EXERCISE INSTRUCTIONS: Return all the entries word for word, minus the pictures.

SUPPLIED RECORDS:
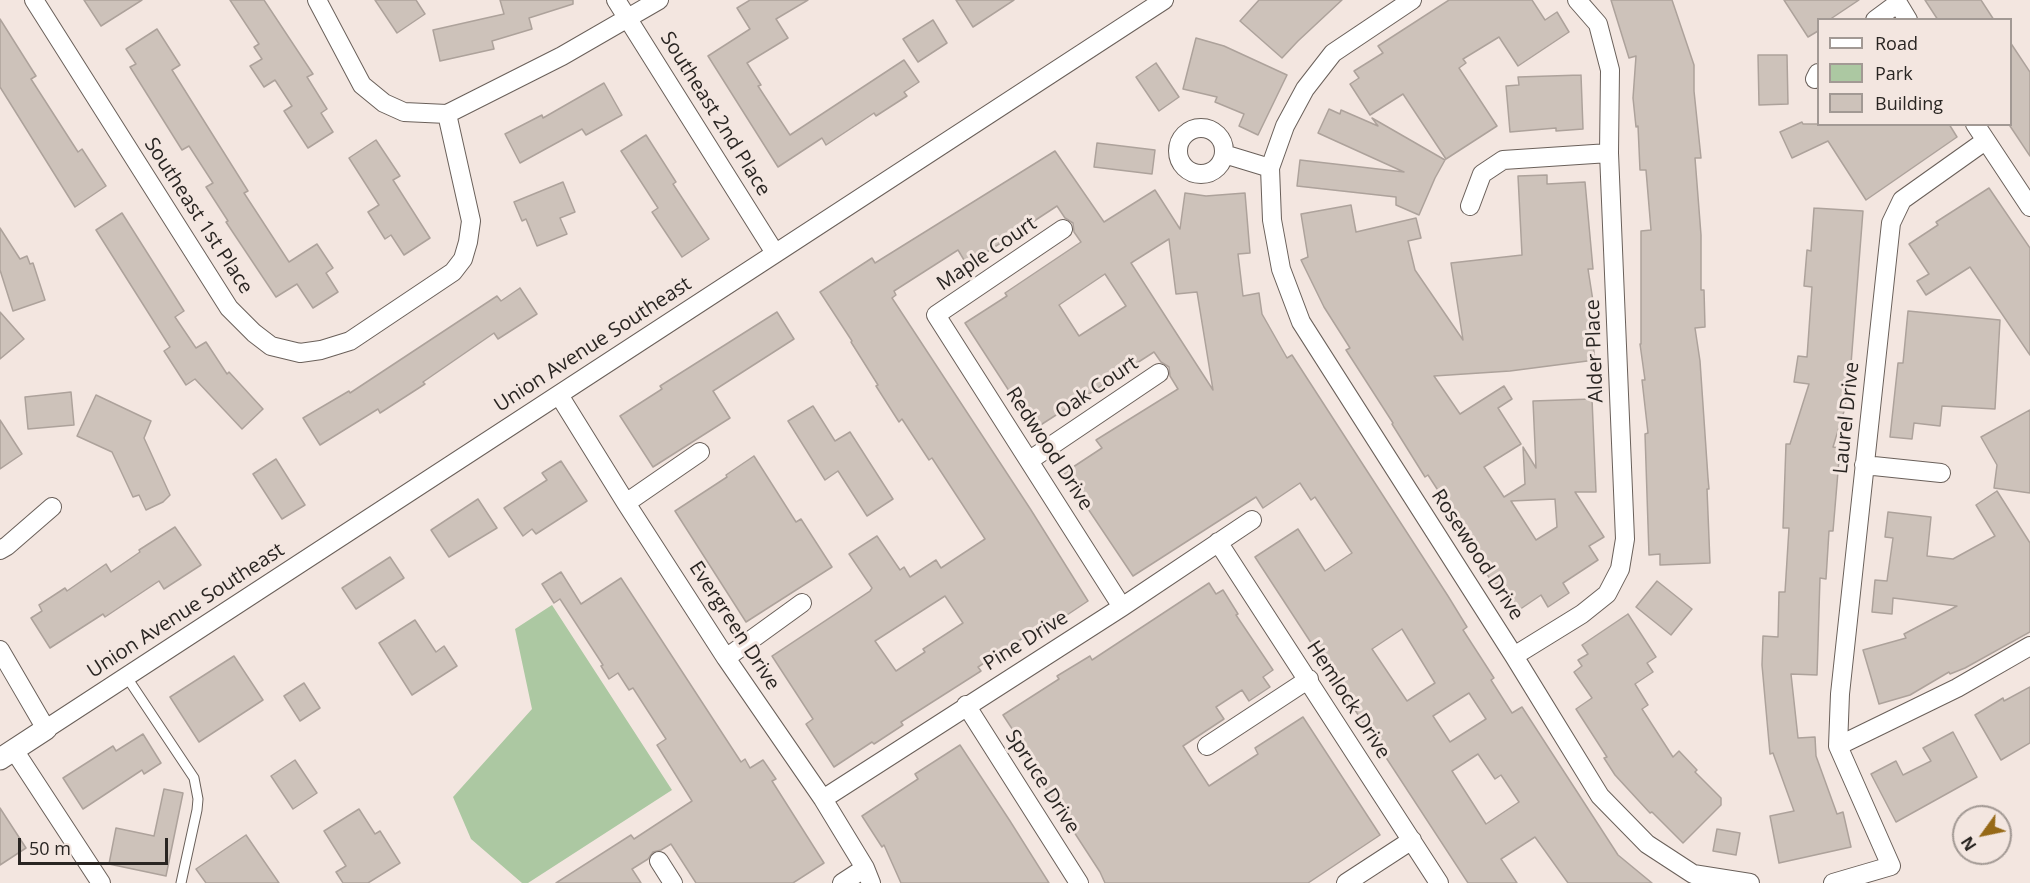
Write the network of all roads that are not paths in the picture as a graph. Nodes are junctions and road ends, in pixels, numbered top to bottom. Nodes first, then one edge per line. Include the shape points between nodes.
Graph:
1 (34, 0) edge
2 (317, 0) edge
3 (616, 0) edge
4 (659, 0) edge
5 (1164, 0) edge
6 (1412, 0) edge
7 (1577, 0) edge
8 (1897, 2) edge
9 (628, 18) junction
10 (1877, 18) edge
11 (1907, 18) edge
12 (447, 114) junction
13 (1976, 126) edge
14 (1985, 141) junction
15 (1609, 153) junction
16 (1224, 154) dead end
17 (1270, 168) junction
18 (1470, 206) dead end
19 (2030, 207) edge
20 (1063, 229) dead end
21 (775, 253) junction
22 (936, 315) joint
23 (1159, 373) dead end
24 (559, 394) junction
25 (700, 452) dead end
26 (1030, 460) junction
27 (1864, 465) junction
28 (1941, 473) dead end
29 (626, 503) junction
30 (52, 507) dead end
31 (1252, 520) dead end
32 (1218, 542) junction
33 (0, 550) edge
34 (802, 603) dead end
35 (1122, 608) junction
36 (2030, 646) edge
37 (0, 650) edge
38 (1514, 656) junction
39 (726, 657) junction
40 (126, 676) junction
41 (1309, 679) junction
42 (966, 705) junction
43 (46, 729) junction
44 (1207, 746) dead end
45 (1838, 746) junction
46 (7, 755) edge
47 (823, 799) junction
48 (1412, 840) junction
49 (659, 861) dead end
50 (868, 876) edge
51 (101, 883) edge
52 (181, 883) edge
53 (673, 883) edge
54 (842, 883) edge
55 (1079, 883) edge
56 (1346, 883) edge
57 (1440, 883) edge
58 (1750, 883) edge
59 (1833, 883) edge

1 - 12 street, Southeast 1st Place via 229,308 271,346 300,353 350,341 453,272 463,259 471,221
2 - 12 street via 362,85 384,103 404,112
3 - 9 street, Southeast 2nd Place
4 - 9 street
5 - 21 street, Union Avenue Southeast
6 - 17 street via 1333,53 1305,89 1285,126
7 - 15 street, Alder Place via 1598,24 1608,60
8 - 10 street
8 - 11 street
9 - 12 street
9 - 21 street, Southeast 2nd Place
13 - 14 street
14 - 19 street
14 - 27 street, Laurel Drive via 1902,200 1891,223
15 - 18 street via 1503,160 1482,174
15 - 38 street, Alder Place via 1625,539 1620,569 1608,594
16 - 17 street
17 - 38 street, Rosewood Drive via 1272,220 1281,269 1301,322
20 - 22 street, Maple Court
21 - 24 street, Union Avenue Southeast
22 - 26 street, Redwood Drive
23 - 26 street, Oak Court
24 - 29 street, Evergreen Drive
24 - 40 street, Union Avenue Southeast
25 - 29 street
26 - 35 street, Redwood Drive
27 - 28 street
27 - 45 street, Laurel Drive
29 - 39 street, Evergreen Drive
30 - 33 street
31 - 32 street, Pine Drive
32 - 35 street, Pine Drive
32 - 41 street, Hemlock Drive
34 - 39 street
35 - 42 street, Pine Drive
36 - 45 street via 1957,688
37 - 43 street
38 - 58 street, Rosewood Drive via 1600,796 1647,844 1693,874
39 - 47 street, Evergreen Drive
40 - 43 street, Union Avenue Southeast
40 - 52 lane via 194,778 197,810
41 - 44 street
41 - 48 street, Hemlock Drive
42 - 47 street, Pine Drive
42 - 55 street, Spruce Drive
43 - 46 street
45 - 59 street via 1892,866
46 - 51 street
47 - 50 street, Evergreen Drive
48 - 56 street
48 - 57 street, Hemlock Drive
49 - 53 street
50 - 54 street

WRITTEN SOLUTION:
Write the network of all roads that are not paths in the picture as a graph. Nodes are junctions and road ends, in pixels, numbered top to bottom. Nodes first, then one edge per line. Include the shape points between nodes.
Graph:
1 (34, 0) edge
2 (317, 0) edge
3 (616, 0) edge
4 (659, 0) edge
5 (1164, 0) edge
6 (1412, 0) edge
7 (1577, 0) edge
8 (1897, 2) edge
9 (628, 18) junction
10 (1877, 18) edge
11 (1907, 18) edge
12 (447, 114) junction
13 (1976, 126) edge
14 (1985, 141) junction
15 (1609, 153) junction
16 (1224, 154) dead end
17 (1270, 168) junction
18 (1470, 206) dead end
19 (2030, 207) edge
20 (1063, 229) dead end
21 (775, 253) junction
22 (936, 315) joint
23 (1159, 373) dead end
24 (559, 394) junction
25 (700, 452) dead end
26 (1030, 460) junction
27 (1864, 465) junction
28 (1941, 473) dead end
29 (626, 503) junction
30 (52, 507) dead end
31 (1252, 520) dead end
32 (1218, 542) junction
33 (0, 550) edge
34 (802, 603) dead end
35 (1122, 608) junction
36 (2030, 646) edge
37 (0, 650) edge
38 (1514, 656) junction
39 (726, 657) junction
40 (126, 676) junction
41 (1309, 679) junction
42 (966, 705) junction
43 (46, 729) junction
44 (1207, 746) dead end
45 (1838, 746) junction
46 (7, 755) edge
47 (823, 799) junction
48 (1412, 840) junction
49 (659, 861) dead end
50 (868, 876) edge
51 (101, 883) edge
52 (181, 883) edge
53 (673, 883) edge
54 (842, 883) edge
55 (1079, 883) edge
56 (1346, 883) edge
57 (1440, 883) edge
58 (1750, 883) edge
59 (1833, 883) edge

1 - 12 street, Southeast 1st Place via 229,308 271,346 300,353 350,341 453,272 463,259 471,221
2 - 12 street via 362,85 384,103 404,112
3 - 9 street, Southeast 2nd Place
4 - 9 street
5 - 21 street, Union Avenue Southeast
6 - 17 street via 1333,53 1305,89 1285,126
7 - 15 street, Alder Place via 1598,24 1608,60
8 - 10 street
8 - 11 street
9 - 12 street
9 - 21 street, Southeast 2nd Place
13 - 14 street
14 - 19 street
14 - 27 street, Laurel Drive via 1902,200 1891,223
15 - 18 street via 1503,160 1482,174
15 - 38 street, Alder Place via 1625,539 1620,569 1608,594
16 - 17 street
17 - 38 street, Rosewood Drive via 1272,220 1281,269 1301,322
20 - 22 street, Maple Court
21 - 24 street, Union Avenue Southeast
22 - 26 street, Redwood Drive
23 - 26 street, Oak Court
24 - 29 street, Evergreen Drive
24 - 40 street, Union Avenue Southeast
25 - 29 street
26 - 35 street, Redwood Drive
27 - 28 street
27 - 45 street, Laurel Drive
29 - 39 street, Evergreen Drive
30 - 33 street
31 - 32 street, Pine Drive
32 - 35 street, Pine Drive
32 - 41 street, Hemlock Drive
34 - 39 street
35 - 42 street, Pine Drive
36 - 45 street via 1957,688
37 - 43 street
38 - 58 street, Rosewood Drive via 1600,796 1647,844 1693,874
39 - 47 street, Evergreen Drive
40 - 43 street, Union Avenue Southeast
40 - 52 lane via 194,778 197,810
41 - 44 street
41 - 48 street, Hemlock Drive
42 - 47 street, Pine Drive
42 - 55 street, Spruce Drive
43 - 46 street
45 - 59 street via 1892,866
46 - 51 street
47 - 50 street, Evergreen Drive
48 - 56 street
48 - 57 street, Hemlock Drive
49 - 53 street
50 - 54 street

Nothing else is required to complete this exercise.